I honestly thought he would say yes and reach in and deliver some tasty meat right into my bag. I honestly thought he would take pity on me. Years later, my godfather told me that as I stood in front of him, asking for some meat, he felt ashamed of me.

“Look at your feet,” he said, loud enough to catch the attention of those standing around us.

I looked at my feet. They were cracked, but so were everybody else's. But mine were also covered in scabs and cuts. There was excrement on them, and flies were investigating an open sore. I looked back up at my godfather, and he carried on.

“They are as bad as those of a duck.”

This brought much laughter from the crowd.

“And your head,” he continued, “is like that of a pig. Will you ever be anybody?”

In our culture ducks and pigs are lowly creatures. To be compared to either is a horrendous slander. People laughed louder now and started to cheer as he reached into the pot and pulled out the largest bone he could find within it. I looked up. What was he going to do? Was he about to hand me something to eat? Were those words just a form of teasing before he finally showed me some pity?

He lifted the bone high and brought it down on my neck. I instinctively put my hand out to protect myself, but I was too slow. I fell over, blood leaking from the wound. I did not feel hungry anymore, but the pain was twice as bad as the ache that had been tormenting my stomach.

People were cheering and laughing, and my godfather sneered down at me. A lady called Margaret, one of the teachers at the school, pushed through the crowd, half carried me away, and administered some first aid. She wrapped her scarf around my neck and helped to carry me home. My mother was worried and crying when she saw me, and I was in tears at the sheer embarrassment of the whole thing. But Margaret told me, three times, “Your godfather has called you a duck and a pig, but one day, twenty or thirty years from now, you will surprise the whole world. I may or may not be there, but one day you will surprise the whole world.”

Those words have never left me. Whenever I have felt abandoned or rejected, when grief has held me down or sadness made me ache for the relief of death, those words have returned to me.

People may have wondered what I could possibly become, but I told them what Margaret told me: “One day,” I would say, “I will surprise you all.” I said it so often that Mr. One Day became yet another name people would call me.

Their doubts only served to inspire me more, to give me the zeal that I needed to keep going, to believe that life was not stuck in this state. Perhaps this was where hope began to take root within me. I do not know. But many years later I was delighted to be able to help Margaret a little. I had become the coordinator for education in the diocese of Kigezi, looking after 220 schools. Margaret was still teaching, and I was able to promote her to the role of headmistress. What better role model and teacher could you hope to find?

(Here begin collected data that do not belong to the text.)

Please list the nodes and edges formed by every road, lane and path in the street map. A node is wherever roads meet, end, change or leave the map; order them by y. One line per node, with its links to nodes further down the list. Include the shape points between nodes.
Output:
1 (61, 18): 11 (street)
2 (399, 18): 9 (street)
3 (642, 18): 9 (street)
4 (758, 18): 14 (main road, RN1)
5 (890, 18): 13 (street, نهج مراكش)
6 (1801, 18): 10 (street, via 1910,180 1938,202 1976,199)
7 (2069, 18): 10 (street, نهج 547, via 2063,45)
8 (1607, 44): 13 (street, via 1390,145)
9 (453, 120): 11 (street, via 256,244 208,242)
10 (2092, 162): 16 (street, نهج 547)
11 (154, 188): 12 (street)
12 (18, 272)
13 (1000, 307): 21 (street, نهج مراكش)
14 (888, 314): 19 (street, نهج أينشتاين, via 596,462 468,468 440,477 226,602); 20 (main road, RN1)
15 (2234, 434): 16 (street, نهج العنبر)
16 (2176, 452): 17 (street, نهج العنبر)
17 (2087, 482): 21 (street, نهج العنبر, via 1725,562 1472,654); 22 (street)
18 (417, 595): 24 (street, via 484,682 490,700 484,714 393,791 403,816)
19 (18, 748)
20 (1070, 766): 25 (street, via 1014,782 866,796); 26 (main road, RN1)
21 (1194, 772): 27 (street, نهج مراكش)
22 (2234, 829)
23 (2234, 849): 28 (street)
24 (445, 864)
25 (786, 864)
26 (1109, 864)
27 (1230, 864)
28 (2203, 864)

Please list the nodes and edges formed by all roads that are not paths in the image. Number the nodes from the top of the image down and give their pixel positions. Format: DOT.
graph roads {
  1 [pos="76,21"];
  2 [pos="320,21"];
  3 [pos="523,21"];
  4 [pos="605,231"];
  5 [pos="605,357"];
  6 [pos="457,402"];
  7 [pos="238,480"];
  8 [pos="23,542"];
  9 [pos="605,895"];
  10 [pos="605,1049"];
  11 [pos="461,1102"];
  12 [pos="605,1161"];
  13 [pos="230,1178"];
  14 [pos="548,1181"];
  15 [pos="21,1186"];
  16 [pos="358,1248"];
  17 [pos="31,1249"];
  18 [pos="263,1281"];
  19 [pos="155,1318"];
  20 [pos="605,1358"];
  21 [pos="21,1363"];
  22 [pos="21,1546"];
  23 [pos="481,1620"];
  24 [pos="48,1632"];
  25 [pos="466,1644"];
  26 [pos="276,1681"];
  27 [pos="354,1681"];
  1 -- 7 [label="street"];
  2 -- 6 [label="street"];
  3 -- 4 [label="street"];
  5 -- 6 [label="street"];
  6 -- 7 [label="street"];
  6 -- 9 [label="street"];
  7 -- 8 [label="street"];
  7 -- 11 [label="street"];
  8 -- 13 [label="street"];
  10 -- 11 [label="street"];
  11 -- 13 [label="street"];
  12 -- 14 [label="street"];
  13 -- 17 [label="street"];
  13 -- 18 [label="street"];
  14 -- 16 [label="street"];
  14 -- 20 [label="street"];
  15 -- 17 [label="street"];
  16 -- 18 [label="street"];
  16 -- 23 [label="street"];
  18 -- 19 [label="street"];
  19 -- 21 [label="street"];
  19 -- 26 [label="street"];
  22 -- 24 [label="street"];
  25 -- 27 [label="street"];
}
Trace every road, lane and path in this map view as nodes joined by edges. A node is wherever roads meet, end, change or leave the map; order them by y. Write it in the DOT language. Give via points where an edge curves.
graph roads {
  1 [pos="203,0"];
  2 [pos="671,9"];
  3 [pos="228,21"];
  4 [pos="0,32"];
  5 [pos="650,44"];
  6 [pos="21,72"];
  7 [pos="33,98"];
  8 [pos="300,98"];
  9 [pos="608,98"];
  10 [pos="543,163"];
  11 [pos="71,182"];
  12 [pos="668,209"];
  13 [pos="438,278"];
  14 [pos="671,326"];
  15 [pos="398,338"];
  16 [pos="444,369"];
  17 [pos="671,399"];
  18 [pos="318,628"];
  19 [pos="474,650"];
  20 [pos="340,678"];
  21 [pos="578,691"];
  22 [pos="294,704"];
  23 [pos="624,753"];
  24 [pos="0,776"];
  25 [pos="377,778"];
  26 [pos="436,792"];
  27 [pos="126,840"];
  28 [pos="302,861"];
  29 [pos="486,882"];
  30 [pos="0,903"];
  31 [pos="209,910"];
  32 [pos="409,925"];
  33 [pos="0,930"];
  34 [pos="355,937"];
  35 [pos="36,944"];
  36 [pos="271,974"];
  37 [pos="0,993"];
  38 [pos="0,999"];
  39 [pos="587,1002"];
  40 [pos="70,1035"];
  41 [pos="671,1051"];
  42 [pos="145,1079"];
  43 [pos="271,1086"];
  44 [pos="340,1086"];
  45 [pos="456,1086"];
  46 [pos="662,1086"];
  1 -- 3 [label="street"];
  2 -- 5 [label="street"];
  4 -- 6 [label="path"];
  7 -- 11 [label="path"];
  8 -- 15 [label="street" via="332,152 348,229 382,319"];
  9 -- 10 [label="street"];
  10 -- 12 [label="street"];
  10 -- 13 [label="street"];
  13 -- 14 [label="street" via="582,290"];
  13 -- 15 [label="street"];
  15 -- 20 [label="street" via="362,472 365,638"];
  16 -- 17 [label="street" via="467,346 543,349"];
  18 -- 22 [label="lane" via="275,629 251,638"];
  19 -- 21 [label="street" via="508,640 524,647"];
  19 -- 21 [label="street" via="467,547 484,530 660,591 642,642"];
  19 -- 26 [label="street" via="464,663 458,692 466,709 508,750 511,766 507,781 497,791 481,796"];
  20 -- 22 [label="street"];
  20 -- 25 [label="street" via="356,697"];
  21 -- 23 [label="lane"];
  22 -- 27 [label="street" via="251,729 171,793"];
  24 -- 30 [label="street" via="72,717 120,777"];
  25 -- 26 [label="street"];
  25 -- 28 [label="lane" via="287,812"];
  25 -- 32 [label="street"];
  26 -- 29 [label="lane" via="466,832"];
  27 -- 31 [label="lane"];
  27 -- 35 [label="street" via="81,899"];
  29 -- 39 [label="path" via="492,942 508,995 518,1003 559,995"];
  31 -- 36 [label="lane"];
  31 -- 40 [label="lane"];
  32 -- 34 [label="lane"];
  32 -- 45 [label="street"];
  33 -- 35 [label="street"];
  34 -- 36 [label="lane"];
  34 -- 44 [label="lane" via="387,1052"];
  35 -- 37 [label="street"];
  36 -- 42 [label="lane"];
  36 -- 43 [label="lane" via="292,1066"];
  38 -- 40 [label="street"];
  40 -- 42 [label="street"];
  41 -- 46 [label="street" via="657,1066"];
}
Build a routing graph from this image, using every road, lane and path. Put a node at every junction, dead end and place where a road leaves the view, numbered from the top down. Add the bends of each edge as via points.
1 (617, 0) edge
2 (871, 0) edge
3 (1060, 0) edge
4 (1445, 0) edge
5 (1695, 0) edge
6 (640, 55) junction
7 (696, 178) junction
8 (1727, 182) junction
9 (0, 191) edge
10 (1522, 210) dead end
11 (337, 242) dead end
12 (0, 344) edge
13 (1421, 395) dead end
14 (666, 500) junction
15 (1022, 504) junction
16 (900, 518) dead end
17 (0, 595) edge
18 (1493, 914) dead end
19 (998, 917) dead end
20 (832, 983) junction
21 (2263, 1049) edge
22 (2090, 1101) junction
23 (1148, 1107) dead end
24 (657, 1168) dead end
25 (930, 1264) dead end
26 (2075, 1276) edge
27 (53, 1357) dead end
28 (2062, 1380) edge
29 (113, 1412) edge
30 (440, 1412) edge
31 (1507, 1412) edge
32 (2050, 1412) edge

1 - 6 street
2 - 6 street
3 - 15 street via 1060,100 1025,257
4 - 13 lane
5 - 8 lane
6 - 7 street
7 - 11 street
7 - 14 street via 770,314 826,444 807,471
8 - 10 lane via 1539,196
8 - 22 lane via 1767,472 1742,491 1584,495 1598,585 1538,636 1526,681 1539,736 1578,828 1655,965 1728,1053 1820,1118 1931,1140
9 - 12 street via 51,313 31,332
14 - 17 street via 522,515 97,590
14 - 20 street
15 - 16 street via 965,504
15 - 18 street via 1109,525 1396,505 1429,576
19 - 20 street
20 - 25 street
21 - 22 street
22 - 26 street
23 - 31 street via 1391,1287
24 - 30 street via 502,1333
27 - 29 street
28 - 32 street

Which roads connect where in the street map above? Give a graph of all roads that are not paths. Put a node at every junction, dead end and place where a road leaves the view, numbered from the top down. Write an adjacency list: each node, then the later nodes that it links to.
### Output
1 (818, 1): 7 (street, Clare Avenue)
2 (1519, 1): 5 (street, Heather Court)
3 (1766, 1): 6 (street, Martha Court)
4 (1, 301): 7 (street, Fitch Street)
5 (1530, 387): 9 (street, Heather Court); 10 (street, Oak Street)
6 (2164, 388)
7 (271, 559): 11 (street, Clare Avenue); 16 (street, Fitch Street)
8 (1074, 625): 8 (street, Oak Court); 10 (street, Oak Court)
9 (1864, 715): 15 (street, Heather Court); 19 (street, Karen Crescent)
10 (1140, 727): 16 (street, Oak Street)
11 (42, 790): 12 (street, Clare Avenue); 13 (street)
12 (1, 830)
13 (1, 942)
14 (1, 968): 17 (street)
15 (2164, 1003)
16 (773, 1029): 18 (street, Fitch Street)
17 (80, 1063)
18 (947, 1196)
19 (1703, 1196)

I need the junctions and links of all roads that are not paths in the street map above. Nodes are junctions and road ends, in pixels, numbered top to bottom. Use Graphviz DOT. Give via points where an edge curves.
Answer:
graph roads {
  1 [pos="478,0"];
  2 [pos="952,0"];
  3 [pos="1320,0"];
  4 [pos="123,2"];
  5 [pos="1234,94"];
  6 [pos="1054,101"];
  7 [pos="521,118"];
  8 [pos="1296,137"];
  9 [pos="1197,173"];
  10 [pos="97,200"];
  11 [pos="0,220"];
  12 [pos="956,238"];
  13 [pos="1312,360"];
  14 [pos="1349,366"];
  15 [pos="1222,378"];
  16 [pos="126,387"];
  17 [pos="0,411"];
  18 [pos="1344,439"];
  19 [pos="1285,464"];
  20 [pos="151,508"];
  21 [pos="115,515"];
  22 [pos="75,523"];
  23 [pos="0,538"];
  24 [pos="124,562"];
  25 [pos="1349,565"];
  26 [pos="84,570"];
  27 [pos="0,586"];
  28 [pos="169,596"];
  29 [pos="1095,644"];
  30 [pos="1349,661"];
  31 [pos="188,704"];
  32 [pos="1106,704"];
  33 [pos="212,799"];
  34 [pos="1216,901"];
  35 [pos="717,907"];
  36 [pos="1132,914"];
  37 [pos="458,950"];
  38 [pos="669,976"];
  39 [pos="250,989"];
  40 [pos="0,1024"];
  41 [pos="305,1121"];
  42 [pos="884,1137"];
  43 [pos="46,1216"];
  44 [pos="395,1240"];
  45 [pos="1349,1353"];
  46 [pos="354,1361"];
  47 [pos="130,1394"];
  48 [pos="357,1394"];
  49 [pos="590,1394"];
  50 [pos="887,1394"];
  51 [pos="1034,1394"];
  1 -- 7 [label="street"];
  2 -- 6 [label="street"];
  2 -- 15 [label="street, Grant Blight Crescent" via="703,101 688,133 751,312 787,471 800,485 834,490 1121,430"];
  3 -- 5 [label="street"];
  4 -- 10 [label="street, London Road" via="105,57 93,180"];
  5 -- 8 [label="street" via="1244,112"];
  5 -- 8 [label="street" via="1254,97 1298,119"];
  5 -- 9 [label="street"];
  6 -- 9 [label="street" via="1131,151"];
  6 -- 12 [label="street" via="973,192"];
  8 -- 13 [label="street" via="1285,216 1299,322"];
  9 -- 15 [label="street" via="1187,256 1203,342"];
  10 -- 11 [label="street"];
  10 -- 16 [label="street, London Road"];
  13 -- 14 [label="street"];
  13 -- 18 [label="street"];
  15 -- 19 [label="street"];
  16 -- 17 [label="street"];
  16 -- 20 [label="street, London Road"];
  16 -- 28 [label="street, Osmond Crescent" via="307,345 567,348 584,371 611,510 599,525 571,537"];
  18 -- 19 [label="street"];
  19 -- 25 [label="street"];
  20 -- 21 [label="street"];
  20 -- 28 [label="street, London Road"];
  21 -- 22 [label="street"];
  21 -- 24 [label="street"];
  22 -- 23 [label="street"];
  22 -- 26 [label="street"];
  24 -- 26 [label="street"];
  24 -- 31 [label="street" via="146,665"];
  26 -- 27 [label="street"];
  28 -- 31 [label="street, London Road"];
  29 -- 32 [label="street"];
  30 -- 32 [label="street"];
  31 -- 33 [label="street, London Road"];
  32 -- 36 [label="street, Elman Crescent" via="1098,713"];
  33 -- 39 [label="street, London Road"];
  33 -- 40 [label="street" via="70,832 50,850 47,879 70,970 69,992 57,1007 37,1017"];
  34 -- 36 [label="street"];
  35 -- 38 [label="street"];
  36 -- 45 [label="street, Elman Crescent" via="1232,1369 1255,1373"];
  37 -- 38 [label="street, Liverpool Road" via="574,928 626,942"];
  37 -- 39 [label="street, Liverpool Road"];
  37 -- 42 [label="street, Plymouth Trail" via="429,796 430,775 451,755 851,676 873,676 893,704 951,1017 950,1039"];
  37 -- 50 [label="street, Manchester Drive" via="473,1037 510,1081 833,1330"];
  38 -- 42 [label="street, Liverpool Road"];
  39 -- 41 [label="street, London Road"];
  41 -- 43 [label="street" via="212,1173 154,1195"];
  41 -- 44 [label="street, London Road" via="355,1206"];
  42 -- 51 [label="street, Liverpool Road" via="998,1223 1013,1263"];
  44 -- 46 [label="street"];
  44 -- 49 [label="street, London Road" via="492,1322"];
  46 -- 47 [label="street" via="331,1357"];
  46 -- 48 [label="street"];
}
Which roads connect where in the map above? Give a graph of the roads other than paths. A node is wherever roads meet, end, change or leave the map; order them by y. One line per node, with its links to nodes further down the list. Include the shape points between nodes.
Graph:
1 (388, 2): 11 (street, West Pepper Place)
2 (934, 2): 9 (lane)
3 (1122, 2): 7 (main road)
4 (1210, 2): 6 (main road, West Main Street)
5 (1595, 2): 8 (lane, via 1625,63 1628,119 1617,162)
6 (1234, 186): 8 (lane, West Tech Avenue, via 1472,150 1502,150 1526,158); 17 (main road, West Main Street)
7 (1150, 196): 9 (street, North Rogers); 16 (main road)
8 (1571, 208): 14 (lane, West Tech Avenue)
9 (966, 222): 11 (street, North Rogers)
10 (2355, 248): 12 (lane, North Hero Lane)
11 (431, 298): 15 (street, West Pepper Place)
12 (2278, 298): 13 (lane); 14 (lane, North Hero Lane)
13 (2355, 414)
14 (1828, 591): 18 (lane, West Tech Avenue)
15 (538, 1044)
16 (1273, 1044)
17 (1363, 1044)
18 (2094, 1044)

My uncles' wives, Deborah and Agnes, who were born-again revival Christians, continued to look after us as well. They taught us Bible stories and would feed us when they could. Another aunt, Jane, gave us clothes and money from time to time. Later, as I progressed through primary and then high school, I was able to do so only because of the kindness of many good Samaritans. These people owed me nothing and they acted out of their compassion and of their own free will. I am sure God would have found a way to renew me had they not helped, but it is obvious to me today that their obedience to God's Spirit was a very, very good thing. I am grateful to them all.

Not every Christian was a help to us. Our house was leaking and we needed grass to thatch the roof. It was only ever temporary, especially when we used sorghum, which we gathered from the bottom of the valley. One day we gathered up some stalks that had been chopped down and discarded on the land of one of our uncles. We placed them on our roof to give us shelter. But my uncle's wife found out and came and forced us to remove them. This woman, who claimed to be a born-again Christian, said she wanted them back as she needed them to mulch her banana trees. We felt angry and bitter. It made us question Christianity—just like when my father left and the church did nothing to help us. When the people who claimed to follow God failed to take care of us, we questioned Christianity. When they did not help us with the fees needed to attend school, we questioned the faith of those Christians who ran it. When we were hungry, we asked questions. When people were throwing food away and we were naked and were sleeping in sacks and had no soap, we expected them to care and they did not.

Later on some of these people changed and started to care, but I had the feeling it was only because I had started making money and being somebody. Even today I wonder whether they genuinely love me or just want my money. But I never question the faith of people like Margaret, Deborah, Agnes, and others who fed, clothed, and nursed us when we were at our lowest points.

My mother suffered from depression, hypertension, ulcers, and all sorts of psychological troubles. She was constantly afraid, a worrier about even the smallest things. She never trusted men at all. I remember feeling the same way. It has taken me a long time to feel secure when I am in the company of men, and these years of hardship made me bend toward women, particularly as my mother became my confidante and my closest friend. It was only when I started out in leadership that I started to build any real trust in men.

There were exceptions along the way, and while it brought pain at times, school introduced me to two men who helped undo some of the damage done by my father, my uncles, and my godfather.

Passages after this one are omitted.